Il disparut un moment derrière les bâtimens groupés de trois fermes, puis émergea plus proche avec comme un scintillement d’or sur la matité de l’étoffe.

Chacun donnait son avis :

— Le Prosper ? Allons donc ! il a plutôt le biais de Vidalou de Combe-Rantés.

— Pas davantage ! c’est Verduret de la Soline qui vient d’être nommé sergent.

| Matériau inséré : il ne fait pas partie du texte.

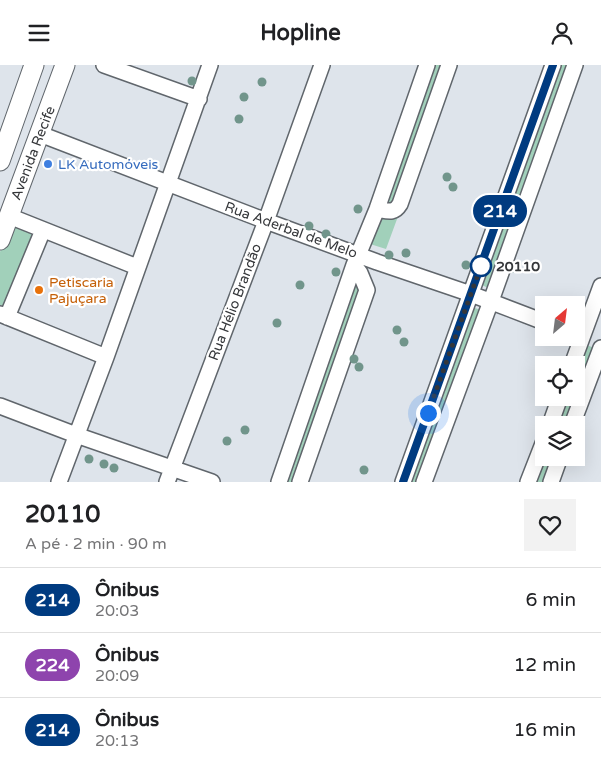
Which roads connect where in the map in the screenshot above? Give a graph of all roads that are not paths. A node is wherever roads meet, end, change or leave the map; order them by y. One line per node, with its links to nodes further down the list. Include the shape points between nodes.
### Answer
1 (34, 65): 12 (main road, Avenida Recife)
2 (65, 65): 11 (main road, Avenida Recife)
3 (104, 65): 10 (street)
4 (210, 65): 10 (street)
5 (322, 65): 16 (street, Rua Hélio Brandão)
6 (427, 65): 14 (street)
7 (449, 65): 14 (street, via 397,210)
8 (553, 65): 22 (street)
9 (575, 65): 23 (street)
10 (199, 99): 13 (street)
11 (40, 134): 13 (street, Rua Aderbal de Melo); 15 (main road, Avenida Recife)
12 (0, 161)
13 (167, 184): 16 (street, Rua Aderbal de Melo); 20 (street)
14 (377, 209): 19 (street)
15 (9, 217): 17 (street); 18 (main road, Avenida Recife)
16 (266, 221): 19 (street, Rua Aderbal de Melo); 35 (street, Rua Hélio Brandão)
17 (42, 230): 20 (street); 24 (street)
18 (0, 240)
19 (356, 260): 22 (street, Rua Aderbal de Melo); 38 (street); 39 (street, via 367,290)
20 (137, 267): 29 (street)
21 (601, 287): 26 (street)
22 (471, 294): 23 (street, Rua Aderbal de Melo); 40 (street)
23 (491, 301): 25 (street, Rua Aderbal de Melo); 41 (street)
24 (4, 316): 29 (street)
25 (535, 318)
26 (585, 323)
27 (585, 339): 28 (street)
28 (601, 346): 31 (street)
29 (106, 357): 32 (street)
30 (0, 406): 32 (street)
31 (575, 416)
32 (76, 435): 35 (street); 36 (street)
33 (535, 464): 42 (street)
34 (557, 466): 43 (street)
35 (170, 475): 37 (street)
36 (59, 482)
37 (212, 482)
38 (279, 482)
39 (300, 482)
40 (403, 482)
41 (424, 482)
42 (528, 482)
43 (551, 482)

Le soldat avançait, un bâton à la main, avec lenteur, comme s’il eût éprouvé quelque difficulté à marcher. A deux cents pas des gens du Vignal, il s’arrêta, leva son képi à bout de bras en signe de bienvenue ; alors tout le monde à la fois le reconnut, ce ne fut qu’un cri :

— Julien !

On se précipitait maintenant à sa rencontre avec une sympathique curiosité ; Dupourquet le joignit le premier, l’étreignit longuement très ému, plaçant une question entre chaque accolade :

— Comment, toi ! mais par quel miracle ? tu n’as pas fini cependant ! pourquoi n’as-tu pas écrit ?..

Le jeune gars se débattait comme quelqu’un qu’on étouffe, et la joie lui mettait les larmes aux yeux, il balbutia, la voix faible :

— J’ai voulu vous faire la surprise,.. puis, jusqu’au dernier moment on ne savait pas,.. J’ai bien failli ne pas revenir !..

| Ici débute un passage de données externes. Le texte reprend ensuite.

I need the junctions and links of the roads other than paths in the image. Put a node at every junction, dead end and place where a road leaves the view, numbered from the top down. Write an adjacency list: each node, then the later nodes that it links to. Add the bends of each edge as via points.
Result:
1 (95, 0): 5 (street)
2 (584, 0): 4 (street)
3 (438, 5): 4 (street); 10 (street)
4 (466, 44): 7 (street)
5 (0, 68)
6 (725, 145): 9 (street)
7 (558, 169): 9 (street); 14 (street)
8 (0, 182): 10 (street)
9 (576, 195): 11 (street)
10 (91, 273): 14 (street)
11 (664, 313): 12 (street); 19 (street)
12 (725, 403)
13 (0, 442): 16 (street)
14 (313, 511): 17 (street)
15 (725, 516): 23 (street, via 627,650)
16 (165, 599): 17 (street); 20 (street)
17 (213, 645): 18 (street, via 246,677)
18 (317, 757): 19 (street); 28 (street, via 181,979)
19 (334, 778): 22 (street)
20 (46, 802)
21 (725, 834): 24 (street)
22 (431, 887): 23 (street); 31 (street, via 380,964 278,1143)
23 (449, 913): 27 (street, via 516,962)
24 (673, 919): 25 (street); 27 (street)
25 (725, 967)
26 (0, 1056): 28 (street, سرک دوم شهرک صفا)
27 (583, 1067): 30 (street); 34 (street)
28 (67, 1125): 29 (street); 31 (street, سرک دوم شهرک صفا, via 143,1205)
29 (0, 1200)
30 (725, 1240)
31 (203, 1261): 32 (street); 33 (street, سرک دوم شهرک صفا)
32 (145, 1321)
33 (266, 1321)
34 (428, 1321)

Dupourquet s’écarta un peu pour le regarder :

— En effet, je te trouve changé, mon garçon, très maigri,.. tu as donc été malade là-bas ?..

— Oui, blessé, une balle dans la poitrine ; je suis resté trois mois à l’hôpital, on croyait que j’étais perdu...

Les paysans l’entouraient, gauches dans leur empressement. C’était à qui lui serrerait la main, lui demanderait de ses nouvelles ; mais ils ne le tutoyaient plus comme dans le temps, subissaient dès l’abord le prestige du double galon d’or qui rayait sa manche, et de cette médaille du Tonkin, à ruban jaune et vert, qu’il rapportait de si loin, et semblait marquer là, près de son cœur, la place glorieuse de sa blessure.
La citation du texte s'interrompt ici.